RomaE ora basta con i pm protagonisti. Non è più tempo, non ce n’è più motivo. Piuttosto, dice Giorgio Napolitano, oggi serve «un valido codice deontologico», capace di «affermare il necessario rigore nel costume e nel comportamento del magistrato», così da «favorire un esercizio responsabile dei poteri di giudice e pubblico ministero». Insomma: le toghe smettano di fare le star e pensino a lavorare meglio, «assicurando la qualità del servizio da offrire al cittadino».
Il capo dello Stato parla durante la cerimonia d’insediamento del comitato direttivo della Scuola superiore della magistratura, davanti al nuovo ministro Paola Severino e al vicepresidente del Csm Michele Vietti. Non è certo la prima volta che chiede alle toghe un passo indietro, un ritorno negli argini. Adesso però, con il nuovo clima politico generale di «confronto costruttivo», forse ha più speranze di essere ascoltato.
I punti centrali, secondo Napolitano, stanno nel «recuperare l’efficienza» e nel restituire «un razionale e limpido funzionamento del sistema». Due cose che, in attesa della riforma della giustizia, evidentemente oggi non sono sempre scontate. L’obiettivo si può raggiungere «con rigore, serenità e senso del dovere» ma anche con un «nuovo modello» di addestramento. «La formazione - spiega - deve superare l’orizzonte dell’aggiornamento sugli orientamenti normativi e giurisprudenziali e deve principalmente servire a far maturare nei magistrati una progressiva consapevolezza del ruolo e della fisionomia costituzionale della funzione esercitata».
Giudici e pubblici ministeri devono quindi essere ben consci della delicatezza del loro lavoro, «a cui è affidata la traduzione in realtà dei principi di democrazia e legalità». Perciò non basta «arricchire le conoscenze» e nemmeno ci si può limitare a pretendere il rispetto dell’indipendenza: bisogna pure sapere che tra «l’indipendenza e la qualità del servizio offerto» esiste «uno strettissimo nesso».
Da qui l’esigenza di un «codice deontologico» e di un «confronto costruttivo con tutti gli operatori del settore tra i soggetti istituzionali competenti». In particolare con gli avvocati, per il «ruolo fondamentale che svolgono nella tutela dei diritti dei cittadini». Napolitano conclude parlando delle carceri, che si trovano «in una condizione distante dal dettato costituzionale».
D’accordo la Severino: i nostri istituti sono sovraffollati, servono interventi.
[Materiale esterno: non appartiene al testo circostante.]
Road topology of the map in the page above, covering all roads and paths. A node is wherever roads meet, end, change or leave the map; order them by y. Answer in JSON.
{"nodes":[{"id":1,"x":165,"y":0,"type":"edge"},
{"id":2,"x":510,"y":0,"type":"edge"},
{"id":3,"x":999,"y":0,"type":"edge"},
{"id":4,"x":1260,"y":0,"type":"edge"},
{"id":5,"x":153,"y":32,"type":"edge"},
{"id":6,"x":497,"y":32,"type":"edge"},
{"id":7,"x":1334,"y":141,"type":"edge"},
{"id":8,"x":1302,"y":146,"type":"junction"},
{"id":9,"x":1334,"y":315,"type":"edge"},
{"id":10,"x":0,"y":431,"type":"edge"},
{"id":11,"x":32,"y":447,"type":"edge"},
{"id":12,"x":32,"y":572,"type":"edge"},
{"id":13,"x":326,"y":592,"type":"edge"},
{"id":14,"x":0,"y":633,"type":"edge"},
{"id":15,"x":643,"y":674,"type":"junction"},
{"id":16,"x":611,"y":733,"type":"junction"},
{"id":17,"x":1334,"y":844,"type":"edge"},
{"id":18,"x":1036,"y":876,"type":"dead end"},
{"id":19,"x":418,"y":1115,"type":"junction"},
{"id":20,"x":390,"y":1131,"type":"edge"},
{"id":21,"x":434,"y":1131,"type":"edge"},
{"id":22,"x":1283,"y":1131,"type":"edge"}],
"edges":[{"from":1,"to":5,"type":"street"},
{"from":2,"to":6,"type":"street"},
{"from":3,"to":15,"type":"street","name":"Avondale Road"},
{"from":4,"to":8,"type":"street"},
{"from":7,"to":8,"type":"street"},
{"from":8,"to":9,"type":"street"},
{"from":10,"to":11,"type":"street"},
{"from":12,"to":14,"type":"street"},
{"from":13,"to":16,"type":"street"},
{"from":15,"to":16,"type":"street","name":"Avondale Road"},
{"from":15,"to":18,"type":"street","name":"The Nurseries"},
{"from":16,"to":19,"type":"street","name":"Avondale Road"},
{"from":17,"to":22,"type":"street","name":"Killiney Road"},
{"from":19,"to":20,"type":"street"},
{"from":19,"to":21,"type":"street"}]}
E sulla figura dei magistrati, il Guardasigilli offre «piena disponibilità» a parlare con il Csm, «per adottare in serenità e concordanza le scelte finali». Aperture arrivano pure da Vietti. «La formazione dei giudici - sostiene - è fondamentale per garantire alla gente quel moderno magistrato che deve essere soprattutto professionalmente attrezzato».